Rhabdomyolysis is the breakdown of muscle tissue that releases damaging proteins into the bloodstream. Typically, it is a condition associated with extreme conditions, however, there is an exercise-induced form known as exertional rhabdomyolysis. 

This can affect anyone who trains hard. However, your genetics can significantly influence how susceptible you are. Several gene variants, including those affecting muscle structure, energy metabolism, and oxidative stress response, have been associated with increased rhabdomyolysis risk. 

Understanding your genetic profile won't limit you from training hard, but it can help you train smarter and recover safer.

Managing your training load is important for everyone, but for some of us, it can be an area we need to pay more attention to due to a risk of exertional rhabdomyolysis.

Your genes alongside exercise intensity, training history, hydration, ambient temperature, and certain medications (such as statins) are all independent risk factors of exertional rhabdomyolysis.

What is rhabdomyolysis and why does it matter for athletes?

Rhabdomyolysis - often shortened to "rhabdo" - is a condition in which muscle fibres break down and release their contents, such as creatine kinase (CK) and myoglobin, into the bloodstream. The most concerning of these is myoglobin, an oxygen-carrying protein that, in large quantities, can block and damage the kidneys. In severe cases, this can progress to acute kidney injury.

For most people, rhabdomyolysis is associated with extreme circumstances: catastrophic trauma, severe heatstroke, or certain medications and toxins. But there is a well-documented exercise-induced form - exertional rhabdomyolysis - that can occur in otherwise healthy individuals following intense or unaccustomed physical activity. This is the form most relevant to athletes and active people, and it exists on a spectrum. At the milder end, individuals may experience only elevated levels of creatine kinase (CK) - an enzyme released from damaged muscle - in their blood, without any clinical symptoms. At the more severe end, muscle swelling, weakness, and the characteristic dark, cola-coloured urine that signals myoglobin in the bloodstream can all present.

Understanding rhabdomyolysis is not about alarming people away from hard training. It is about recognising that some individuals are biologically more vulnerable to this kind of muscle cell breakdown than others, and that your genetics are an essential part of understanding the whole picture.

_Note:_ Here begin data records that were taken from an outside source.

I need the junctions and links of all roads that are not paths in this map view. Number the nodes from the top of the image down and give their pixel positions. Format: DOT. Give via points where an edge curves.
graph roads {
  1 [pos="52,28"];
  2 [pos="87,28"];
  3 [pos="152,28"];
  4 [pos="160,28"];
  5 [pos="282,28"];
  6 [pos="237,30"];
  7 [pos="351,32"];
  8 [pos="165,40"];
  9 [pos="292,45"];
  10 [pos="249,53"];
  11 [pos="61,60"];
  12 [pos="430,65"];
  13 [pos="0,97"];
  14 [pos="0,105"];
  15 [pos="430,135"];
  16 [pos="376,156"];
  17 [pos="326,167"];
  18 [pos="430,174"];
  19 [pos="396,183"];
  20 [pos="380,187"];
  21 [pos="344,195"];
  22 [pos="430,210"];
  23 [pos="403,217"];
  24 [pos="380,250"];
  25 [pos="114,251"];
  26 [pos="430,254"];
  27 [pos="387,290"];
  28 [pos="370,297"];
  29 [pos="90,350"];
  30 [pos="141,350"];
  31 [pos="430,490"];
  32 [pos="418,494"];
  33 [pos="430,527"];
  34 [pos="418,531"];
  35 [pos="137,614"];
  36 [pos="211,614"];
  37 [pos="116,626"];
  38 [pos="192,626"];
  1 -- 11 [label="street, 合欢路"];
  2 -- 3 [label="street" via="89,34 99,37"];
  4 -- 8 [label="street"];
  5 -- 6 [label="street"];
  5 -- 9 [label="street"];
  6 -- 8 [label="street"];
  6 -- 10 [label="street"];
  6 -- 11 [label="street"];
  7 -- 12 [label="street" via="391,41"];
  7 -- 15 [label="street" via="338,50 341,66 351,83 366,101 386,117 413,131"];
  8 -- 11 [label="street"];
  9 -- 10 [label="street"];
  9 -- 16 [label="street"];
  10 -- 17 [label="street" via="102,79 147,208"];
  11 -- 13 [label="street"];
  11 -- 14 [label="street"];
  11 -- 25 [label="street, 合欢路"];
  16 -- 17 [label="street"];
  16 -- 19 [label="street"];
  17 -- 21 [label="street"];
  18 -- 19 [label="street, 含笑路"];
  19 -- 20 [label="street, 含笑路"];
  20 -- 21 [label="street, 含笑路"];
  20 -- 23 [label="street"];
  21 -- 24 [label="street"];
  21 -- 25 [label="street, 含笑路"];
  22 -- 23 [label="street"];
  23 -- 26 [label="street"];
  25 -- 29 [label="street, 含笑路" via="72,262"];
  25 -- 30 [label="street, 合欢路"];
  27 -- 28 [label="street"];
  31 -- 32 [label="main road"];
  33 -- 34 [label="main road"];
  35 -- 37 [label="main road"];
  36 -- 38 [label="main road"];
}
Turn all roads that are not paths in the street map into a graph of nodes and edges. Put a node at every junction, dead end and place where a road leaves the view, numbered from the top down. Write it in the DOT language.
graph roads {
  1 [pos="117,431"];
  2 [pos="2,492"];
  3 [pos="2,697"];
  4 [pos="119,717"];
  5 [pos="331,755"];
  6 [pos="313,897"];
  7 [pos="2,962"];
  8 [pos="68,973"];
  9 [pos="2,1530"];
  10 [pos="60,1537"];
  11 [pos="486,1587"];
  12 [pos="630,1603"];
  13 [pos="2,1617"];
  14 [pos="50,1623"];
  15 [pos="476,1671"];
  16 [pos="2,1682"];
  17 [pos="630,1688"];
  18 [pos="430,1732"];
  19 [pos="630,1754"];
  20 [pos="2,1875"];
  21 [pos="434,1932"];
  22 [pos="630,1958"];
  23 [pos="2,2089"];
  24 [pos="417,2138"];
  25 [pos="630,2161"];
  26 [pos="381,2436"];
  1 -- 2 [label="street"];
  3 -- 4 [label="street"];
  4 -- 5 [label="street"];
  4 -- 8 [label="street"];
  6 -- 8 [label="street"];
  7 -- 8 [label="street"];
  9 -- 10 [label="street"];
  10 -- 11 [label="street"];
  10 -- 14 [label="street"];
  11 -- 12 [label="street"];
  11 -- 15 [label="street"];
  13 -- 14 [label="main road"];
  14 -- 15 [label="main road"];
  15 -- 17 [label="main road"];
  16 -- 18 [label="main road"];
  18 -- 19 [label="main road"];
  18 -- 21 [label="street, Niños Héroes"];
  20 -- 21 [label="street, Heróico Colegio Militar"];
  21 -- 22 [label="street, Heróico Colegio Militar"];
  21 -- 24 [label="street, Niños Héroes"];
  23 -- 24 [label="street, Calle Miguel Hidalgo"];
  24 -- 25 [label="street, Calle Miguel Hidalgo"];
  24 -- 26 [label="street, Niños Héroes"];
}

Which genetic variants are linked to rhabdomyolysis risk?

There have been two key papers that have studied the genetic differences in exertional rhabdomyolysis risk: Del Coso et al. (2017) in PLOS ONE and a subsequent analysis published in the Journal of Cellular Physiology. Some of the key SNPs these papers identified as being associated with rhabdomyolysis risk are ACE, ACTN3, CKMM, IGF2, IL6, MLCK, and TNFα:

  • ACE (Insertion/Deletion polymorphism): The ACE gene encodes for angiotensin-converting enzyme, which regulates blood pressure and vascular tone through the renin-angiotensin system. Studies have found associations between the II genotype and higher CK response following eccentric exercise, but the findings have been mixed across different studies. 
  • ACTN3 R577X (rs1815739): The XX genotype (no alpha-actinin-3) was associated with increased susceptibility. You can read more about the ACTN3 gene in our blog here.
  • CKMM (NcoI — rs1803285): The CKMM gene encodes the muscle-specific isoform of creatine kinase, the enzyme responsible for regenerating ATP from phosphocreatine during high-intensity contractions. Variants of this gene have been associated with differences in both baseline CK levels and the magnitude of CK elevation following intense exercise.
  • IGF2 (C13790G — rs3213221): The IGF2 gene encodes insulin-like growth factor 2, a hormone with important roles in muscle growth, repair, and the regulation of satellite cell activity. The GG genotype has been shown to experience greater force loss, soreness, and CK response than CC counterparts following eccentric exercise.
  • IL6 (174G>C — rs1800795): The IL6 gene encodes interleukin-6, a cytokine involved in both the pro-inflammatory response to muscle damage and the regulation of satellite cell proliferation after intense exercise. The C allele has been associated with higher CK values following eccentric contractions. 
  • MLCK (C37885A — rs28497577): The MLCK gene encodes myosin light chain kinase, an enzyme that phosphorylates the regulatory light chains of myosin, increasing the number of force-generating cross-bridges during contraction and influencing the mechanical strain placed on the muscle fibre. There is mixed evidence on this gene. One study found A-allele carriers had greater strength loss and elevated plasma CK following eccentric contractions, while another found CA heterozygotes had fewer signs of muscle damage than CC homozygotes.
  • TNFα (308G>A — rs1800629): The TNFα gene encodes tumour necrosis factor alpha, a pro-inflammatory cytokine associated with the upregulation of catabolic pathways and suppression of protein synthesis in skeletal muscle. The GG genotype has been associated with higher CK values than GA heterozygotes following eccentric exercise. 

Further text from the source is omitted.